Applying for an easement over state land

Easements over land may be granted for a specific purpose, including access, drainage, sewerage, or supply of water or gas.

Important: Read our Easement policy (PDF, 588KB) before proceeding.

Written approval from the Minister for Natural Resource and Mines is required to create an easement over unallocated state land, reserve land, deed of grant in trust land and state leases or occupation licences. The easement document must be signed by the Department of Natural Resources and Mines.

An easement can also be created over a state forest, but only for electricity purposes. An easement cannot be created over a road, including a road licence.

An owner of land (grantor) may grant an easement to another owner of land or public utility provider (grantee) for a specific purpose (e.g. access, drainage, sewerage, supply of water or gas).

How to apply

Your application should include:

To avoid processing delays, read the forms carefully and include all required information.

Lodging your application

You can lodge your application in person at your nearest business centre, by emailing to SLAMlodgement@dnrm.qld.gov.au or by posting it to Department of Natural Resources and Mines, State Land Lodgement, PO Box 5318, Townsville QLD 4810.

If a fee applies to your application, payment options are cash (in person only), EFTPOS (in person at some centres only), cheque (in person or by post), or credit card.

Cheques should be made out to the 'Department of Natural Resources and Mines' and marked 'not negotiable'.

If paying by credit card, attach a credit card payment form (PDF, 436.1KB). We will send you a receipt once we have established that your application meets all requirements and has been properly made.

Credit card payments are accepted in person, over the phone, or by Australia Post mail. Please do not send credit card payment forms by email.

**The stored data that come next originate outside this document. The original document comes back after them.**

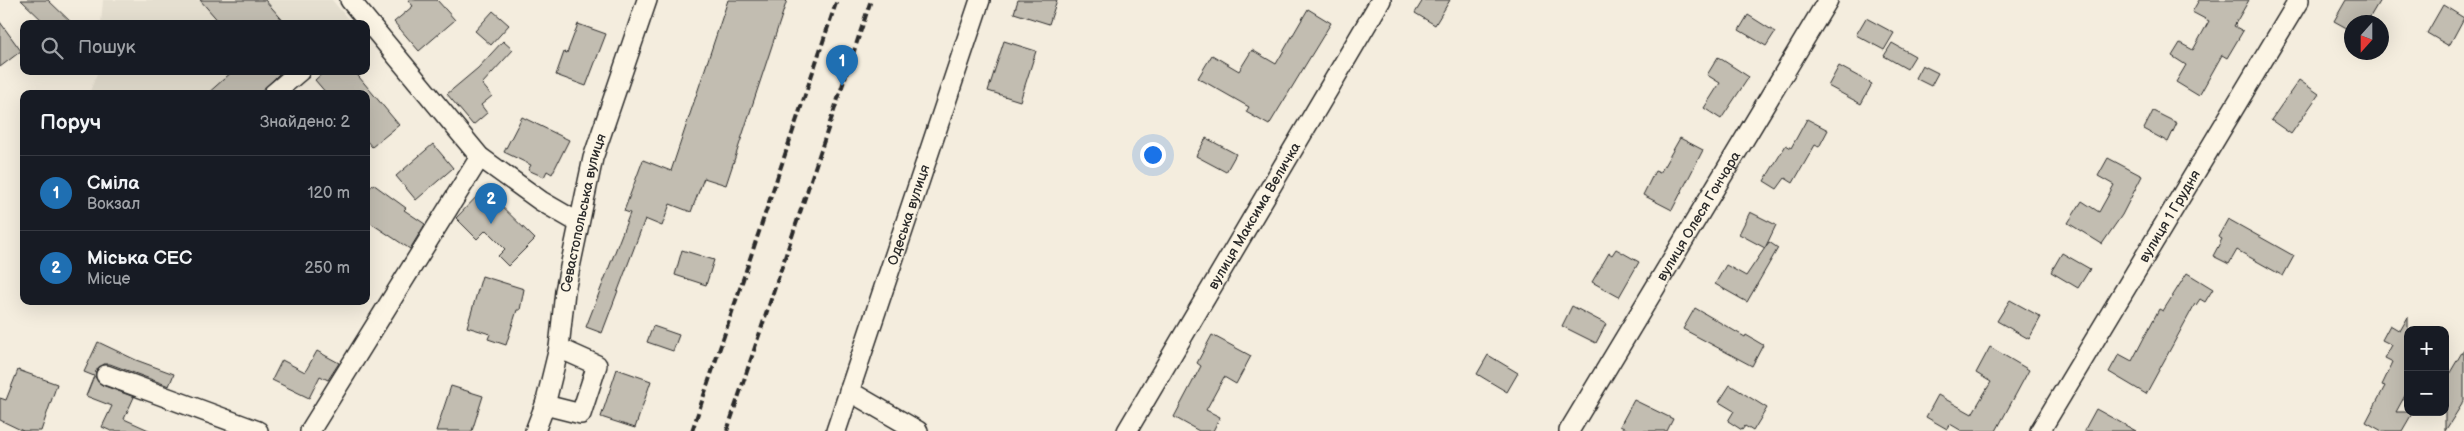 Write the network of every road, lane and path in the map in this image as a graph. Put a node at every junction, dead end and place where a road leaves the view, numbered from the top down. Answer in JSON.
{"nodes":[{"id":1,"x":350,"y":0,"type":"edge"},
{"id":2,"x":647,"y":0,"type":"edge"},
{"id":3,"x":980,"y":0,"type":"edge"},
{"id":4,"x":1381,"y":0,"type":"edge"},
{"id":5,"x":1828,"y":0,"type":"edge"},
{"id":6,"x":2299,"y":0,"type":"edge"},
{"id":7,"x":360,"y":20,"type":"edge"},
{"id":8,"x":370,"y":31,"type":"edge"},
{"id":9,"x":295,"y":75,"type":"edge"},
{"id":10,"x":278,"y":90,"type":"edge"},
{"id":11,"x":480,"y":157,"type":"junction"},
{"id":12,"x":579,"y":223,"type":"junction"},
{"id":13,"x":559,"y":348,"type":"junction"},
{"id":14,"x":106,"y":375,"type":"dead end"},
{"id":15,"x":849,"y":391,"type":"junction"},
{"id":16,"x":545,"y":405,"type":"junction"},
{"id":17,"x":258,"y":431,"type":"edge"},
{"id":18,"x":310,"y":431,"type":"edge"},
{"id":19,"x":536,"y":431,"type":"edge"},
{"id":20,"x":836,"y":431,"type":"edge"},
{"id":21,"x":918,"y":431,"type":"edge"},
{"id":22,"x":1126,"y":431,"type":"edge"},
{"id":23,"x":1569,"y":431,"type":"edge"},
{"id":24,"x":2040,"y":431,"type":"edge"}],
"edges":[{"from":1,"to":7,"type":"street"},
{"from":2,"to":12,"type":"street","name":"Севастопольська вулиця"},
{"from":3,"to":15,"type":"street","name":"Одеська вулиця"},
{"from":4,"to":22,"type":"street","name":"вулиця Максима Величка"},
{"from":5,"to":23,"type":"street","name":"вулиця Олеся Гончара"},
{"from":6,"to":24,"type":"street","name":"вулиця 1 Грудня"},
{"from":8,"to":11,"type":"street"},
{"from":9,"to":10,"type":"street"},
{"from":11,"to":12,"type":"street"},
{"from":11,"to":18,"type":"street"},
{"from":12,"to":13,"type":"street","name":"Севастопольська вулиця"},
{"from":13,"to":16,"type":"street","name":"Севастопольська вулиця"},
{"from":13,"to":16,"type":"street"},
{"from":14,"to":17,"type":"street"},
{"from":15,"to":20,"type":"street","name":"Одеська вулиця"},
{"from":15,"to":21,"type":"street"},
{"from":16,"to":19,"type":"street","name":"Севастопольська вулиця"}]}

How your application is assessed

We will assess your application against legislative requirements and our own policies, procedures and guidelines. We will seek the views of other stakeholders (e.g. state, regional and local agencies) and inspect the land if required.

Policies and legislation

Native title

Our review will also include an assessment of whether native title issues need to be addressed, and how this should be done. Depending on the outcome, you may be required to address native titles issues as a condition of the offer.

Other considerations

Please note that we do not support access easements:

  • over reserve land for recreation purposes or other reserve land used by the public where safety may be affected
  • that provide additional access to private land that already has dedicated access.

In some instances, we may need to amend the terms and conditions of the easement document.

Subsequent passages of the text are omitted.